With the images removed, return every line below exactly as it reads.

Segment Start: Task inputs

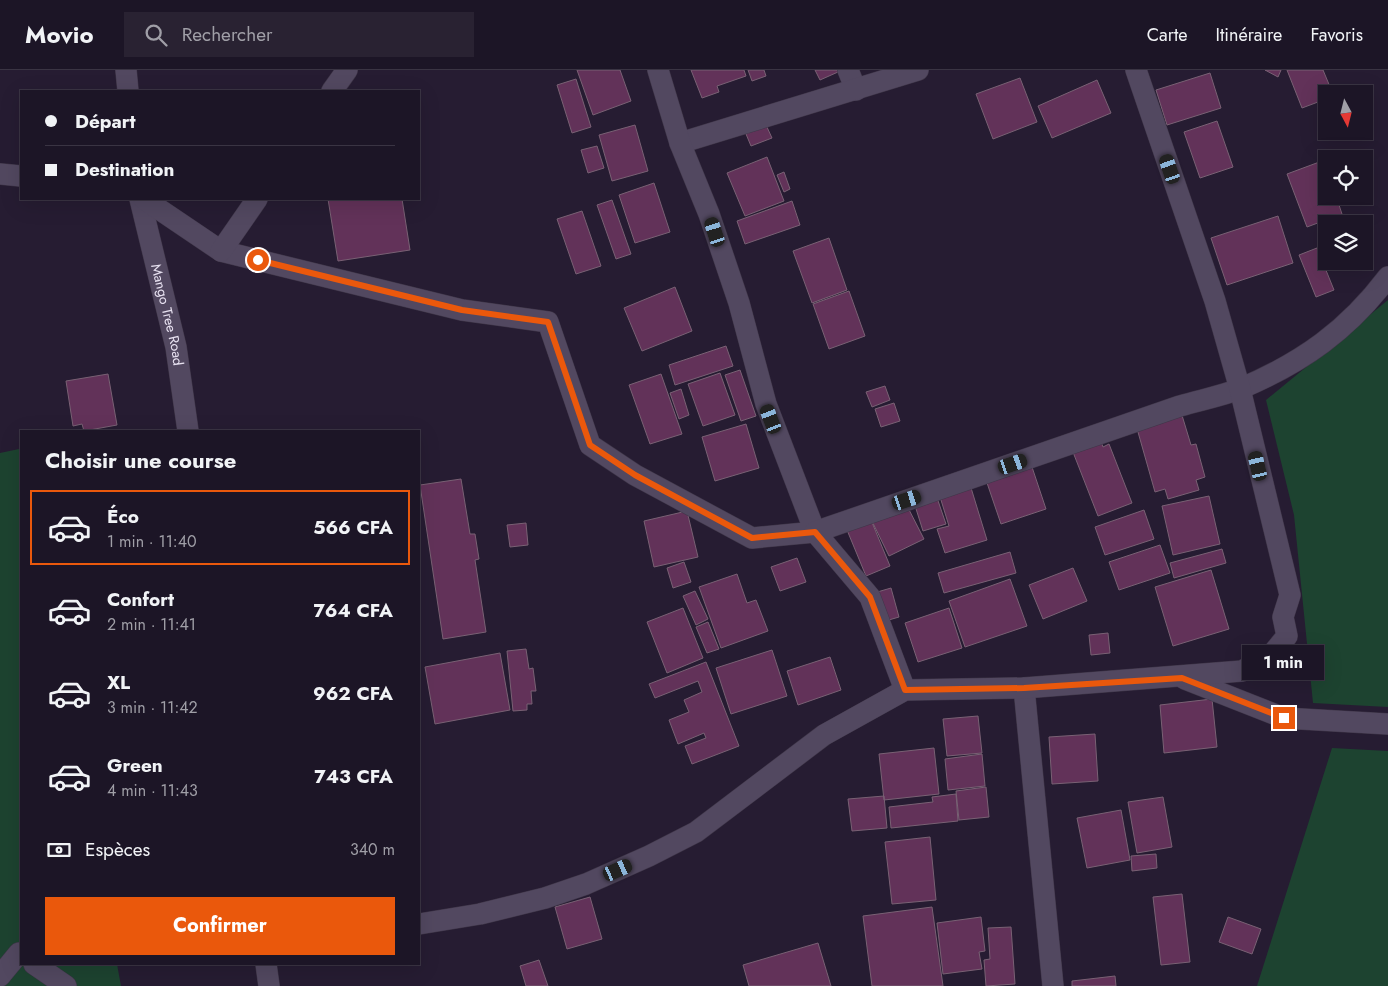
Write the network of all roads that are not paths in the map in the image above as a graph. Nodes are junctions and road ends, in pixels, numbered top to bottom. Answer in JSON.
{"nodes":[{"id":1,"x":126,"y":70,"type":"edge"},
{"id":2,"x":347,"y":70,"type":"edge"},
{"id":3,"x":658,"y":70,"type":"edge"},
{"id":4,"x":848,"y":70,"type":"edge"},
{"id":5,"x":918,"y":70,"type":"edge"},
{"id":6,"x":1136,"y":70,"type":"edge"},
{"id":7,"x":128,"y":90,"type":"edge"},
{"id":8,"x":333,"y":90,"type":"edge"},
{"id":9,"x":856,"y":90,"type":"junction"},
{"id":10,"x":680,"y":143,"type":"junction"},
{"id":11,"x":0,"y":174,"type":"edge"},
{"id":12,"x":20,"y":176,"type":"edge"},
{"id":13,"x":142,"y":200,"type":"edge"},
{"id":14,"x":144,"y":200,"type":"edge"},
{"id":15,"x":256,"y":200,"type":"edge"},
{"id":16,"x":221,"y":251,"type":"junction"},
{"id":17,"x":1388,"y":276,"type":"edge"},
{"id":18,"x":1240,"y":389,"type":"junction"},
{"id":19,"x":188,"y":430,"type":"edge"},
{"id":20,"x":815,"y":532,"type":"junction"},
{"id":21,"x":1182,"y":678,"type":"junction"},
{"id":22,"x":1024,"y":688,"type":"junction"},
{"id":23,"x":905,"y":690,"type":"junction"},
{"id":24,"x":1388,"y":724,"type":"edge"},
{"id":25,"x":420,"y":924,"type":"edge"},
{"id":26,"x":20,"y":954,"type":"edge"},
{"id":27,"x":35,"y":965,"type":"edge"},
{"id":28,"x":266,"y":965,"type":"edge"},
{"id":29,"x":0,"y":976,"type":"edge"},
{"id":30,"x":66,"y":986,"type":"edge"},
{"id":31,"x":270,"y":986,"type":"edge"},
{"id":32,"x":1053,"y":986,"type":"edge"}],
"edges":[{"from":1,"to":7,"type":"street"},
{"from":2,"to":8,"type":"street"},
{"from":3,"to":10,"type":"street"},
{"from":4,"to":9,"type":"street"},
{"from":5,"to":9,"type":"street"},
{"from":6,"to":18,"type":"street"},
{"from":9,"to":10,"type":"street"},
{"from":10,"to":20,"type":"street"},
{"from":11,"to":12,"type":"street"},
{"from":13,"to":19,"type":"street","name":"Mango Tree Road"},
{"from":14,"to":16,"type":"street"},
{"from":15,"to":16,"type":"street"},
{"from":16,"to":20,"type":"street"},
{"from":17,"to":18,"type":"street"},
{"from":18,"to":20,"type":"street"},
{"from":18,"to":21,"type":"street"},
{"from":20,"to":23,"type":"street"},
{"from":21,"to":22,"type":"street"},
{"from":21,"to":24,"type":"street"},
{"from":22,"to":23,"type":"street"},
{"from":22,"to":32,"type":"street"},
{"from":23,"to":25,"type":"street"},
{"from":26,"to":29,"type":"street"},
{"from":27,"to":30,"type":"street"},
{"from":28,"to":31,"type":"street"}]}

Segment End: Task inputs

*Result*
Write the network of all roads that are not paths in the map in the image above as a graph. Nodes are junctions and road ends, in pixels, numbered top to bottom. Answer in JSON.
{"nodes":[{"id":1,"x":126,"y":70,"type":"edge"},
{"id":2,"x":347,"y":70,"type":"edge"},
{"id":3,"x":658,"y":70,"type":"edge"},
{"id":4,"x":848,"y":70,"type":"edge"},
{"id":5,"x":918,"y":70,"type":"edge"},
{"id":6,"x":1136,"y":70,"type":"edge"},
{"id":7,"x":128,"y":90,"type":"edge"},
{"id":8,"x":333,"y":90,"type":"edge"},
{"id":9,"x":856,"y":90,"type":"junction"},
{"id":10,"x":680,"y":143,"type":"junction"},
{"id":11,"x":0,"y":174,"type":"edge"},
{"id":12,"x":20,"y":176,"type":"edge"},
{"id":13,"x":142,"y":200,"type":"edge"},
{"id":14,"x":144,"y":200,"type":"edge"},
{"id":15,"x":256,"y":200,"type":"edge"},
{"id":16,"x":221,"y":251,"type":"junction"},
{"id":17,"x":1388,"y":276,"type":"edge"},
{"id":18,"x":1240,"y":389,"type":"junction"},
{"id":19,"x":188,"y":430,"type":"edge"},
{"id":20,"x":815,"y":532,"type":"junction"},
{"id":21,"x":1182,"y":678,"type":"junction"},
{"id":22,"x":1024,"y":688,"type":"junction"},
{"id":23,"x":905,"y":690,"type":"junction"},
{"id":24,"x":1388,"y":724,"type":"edge"},
{"id":25,"x":420,"y":924,"type":"edge"},
{"id":26,"x":20,"y":954,"type":"edge"},
{"id":27,"x":35,"y":965,"type":"edge"},
{"id":28,"x":266,"y":965,"type":"edge"},
{"id":29,"x":0,"y":976,"type":"edge"},
{"id":30,"x":66,"y":986,"type":"edge"},
{"id":31,"x":270,"y":986,"type":"edge"},
{"id":32,"x":1053,"y":986,"type":"edge"}],
"edges":[{"from":1,"to":7,"type":"street"},
{"from":2,"to":8,"type":"street"},
{"from":3,"to":10,"type":"street"},
{"from":4,"to":9,"type":"street"},
{"from":5,"to":9,"type":"street"},
{"from":6,"to":18,"type":"street"},
{"from":9,"to":10,"type":"street"},
{"from":10,"to":20,"type":"street"},
{"from":11,"to":12,"type":"street"},
{"from":13,"to":19,"type":"street","name":"Mango Tree Road"},
{"from":14,"to":16,"type":"street"},
{"from":15,"to":16,"type":"street"},
{"from":16,"to":20,"type":"street"},
{"from":17,"to":18,"type":"street"},
{"from":18,"to":20,"type":"street"},
{"from":18,"to":21,"type":"street"},
{"from":20,"to":23,"type":"street"},
{"from":21,"to":22,"type":"street"},
{"from":21,"to":24,"type":"street"},
{"from":22,"to":23,"type":"street"},
{"from":22,"to":32,"type":"street"},
{"from":23,"to":25,"type":"street"},
{"from":26,"to":29,"type":"street"},
{"from":27,"to":30,"type":"street"},
{"from":28,"to":31,"type":"street"}]}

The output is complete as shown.